With the hotel filled to capacity and breakout rooms, multiple ballrooms and outdoor pavilions to support over four days of a packed schedule, WorldStage employed a workforce in excess of 120 technicians. WorldStage provided a much larger complement of project management on site than normal with four PM’s, three EIC’s, an equipment manager and a labor coordinator on site at all times.
“As a client, the Milken Institute is very focused on providing the best presentation and documentation services for their attendees and this year that meant increasing use of HD video throughout.” Bevan continued, “Every session is recorded and this year we upgraded to a H.264 digital file system so that sessions could be uploaded to the Institute web-site immediately.”
In addition to the smaller spaces, WorldStage supported sessions in the large International Ballroom, which required five projection screens to display presentations, i-mag and sponsor messages.

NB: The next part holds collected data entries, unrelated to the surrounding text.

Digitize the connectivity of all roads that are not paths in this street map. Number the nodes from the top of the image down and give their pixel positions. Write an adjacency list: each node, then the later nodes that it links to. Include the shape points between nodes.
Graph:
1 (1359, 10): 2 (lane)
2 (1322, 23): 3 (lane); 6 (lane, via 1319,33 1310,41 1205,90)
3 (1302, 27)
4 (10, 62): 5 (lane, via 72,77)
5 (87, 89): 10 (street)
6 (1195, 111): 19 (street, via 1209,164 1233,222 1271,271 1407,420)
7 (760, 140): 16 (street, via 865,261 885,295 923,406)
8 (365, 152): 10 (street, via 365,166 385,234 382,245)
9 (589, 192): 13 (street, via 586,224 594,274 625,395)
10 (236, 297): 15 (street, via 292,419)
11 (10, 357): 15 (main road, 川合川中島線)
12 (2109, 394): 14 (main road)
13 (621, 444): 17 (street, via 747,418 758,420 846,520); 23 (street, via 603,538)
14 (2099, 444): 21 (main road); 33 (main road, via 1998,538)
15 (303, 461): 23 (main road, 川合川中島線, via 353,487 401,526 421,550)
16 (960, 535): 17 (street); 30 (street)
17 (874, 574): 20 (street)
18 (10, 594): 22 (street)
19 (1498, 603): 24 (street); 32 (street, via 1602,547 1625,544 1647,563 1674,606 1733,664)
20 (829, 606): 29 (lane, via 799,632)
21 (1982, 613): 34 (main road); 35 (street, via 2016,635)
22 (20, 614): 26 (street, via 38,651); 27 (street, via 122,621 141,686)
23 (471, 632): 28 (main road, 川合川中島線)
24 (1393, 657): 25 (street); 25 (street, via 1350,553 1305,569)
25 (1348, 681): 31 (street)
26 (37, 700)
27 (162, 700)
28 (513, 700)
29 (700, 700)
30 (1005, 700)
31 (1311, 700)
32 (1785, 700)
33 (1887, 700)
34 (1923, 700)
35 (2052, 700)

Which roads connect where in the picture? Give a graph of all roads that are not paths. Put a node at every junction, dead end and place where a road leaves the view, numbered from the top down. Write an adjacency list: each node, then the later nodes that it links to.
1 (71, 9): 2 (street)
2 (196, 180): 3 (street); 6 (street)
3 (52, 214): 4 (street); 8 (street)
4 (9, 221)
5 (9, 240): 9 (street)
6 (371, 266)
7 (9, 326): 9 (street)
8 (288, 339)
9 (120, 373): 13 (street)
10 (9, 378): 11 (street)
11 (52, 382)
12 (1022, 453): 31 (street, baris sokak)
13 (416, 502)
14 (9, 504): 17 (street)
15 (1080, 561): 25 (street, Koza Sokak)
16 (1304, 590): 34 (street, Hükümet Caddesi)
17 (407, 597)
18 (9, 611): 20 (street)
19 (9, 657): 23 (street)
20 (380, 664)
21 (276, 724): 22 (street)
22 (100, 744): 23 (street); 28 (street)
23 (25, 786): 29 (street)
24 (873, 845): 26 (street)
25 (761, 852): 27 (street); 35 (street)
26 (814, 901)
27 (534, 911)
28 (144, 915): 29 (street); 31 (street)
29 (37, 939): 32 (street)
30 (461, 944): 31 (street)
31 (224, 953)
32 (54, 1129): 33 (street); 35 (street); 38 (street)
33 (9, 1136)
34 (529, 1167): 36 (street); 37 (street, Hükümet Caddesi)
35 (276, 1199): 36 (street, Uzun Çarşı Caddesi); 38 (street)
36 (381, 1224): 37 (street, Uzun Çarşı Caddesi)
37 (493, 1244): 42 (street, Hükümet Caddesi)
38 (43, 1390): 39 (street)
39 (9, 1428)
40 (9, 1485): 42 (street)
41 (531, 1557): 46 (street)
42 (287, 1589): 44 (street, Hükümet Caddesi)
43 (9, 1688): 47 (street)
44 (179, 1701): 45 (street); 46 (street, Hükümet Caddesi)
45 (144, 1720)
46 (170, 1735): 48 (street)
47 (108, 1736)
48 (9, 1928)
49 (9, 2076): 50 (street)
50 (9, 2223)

Sound and image from the International and the other ballrooms was available in the smaller rooms and pavilions to provide overflow coverage.
In all, twenty-six cameras were required, twelve of them HD. “To maximize space, we mounted a pair of robo cameras in each of the breakout rooms and ran wires to an adjacent room where the video operator recorded the presentations,” Bevan explained.
The tented pavilion lounge was outfitted with a large video screen for sponsors and overflow feeds, 65-inch plasmas running cable news feeds with closed captioning and ambient room lighting. WorldStage also filled the conference’s broadcast lighting requirements.
The Milken Foundation Creative Services Department, which produced the event, furnished all the computers for the Global Conference. Josh Lesser of Vision Matrix was the Producer of the event and Larry Lesser, the EVP of The Milken Family Foundation Creative Services Department, was the Executive Producer.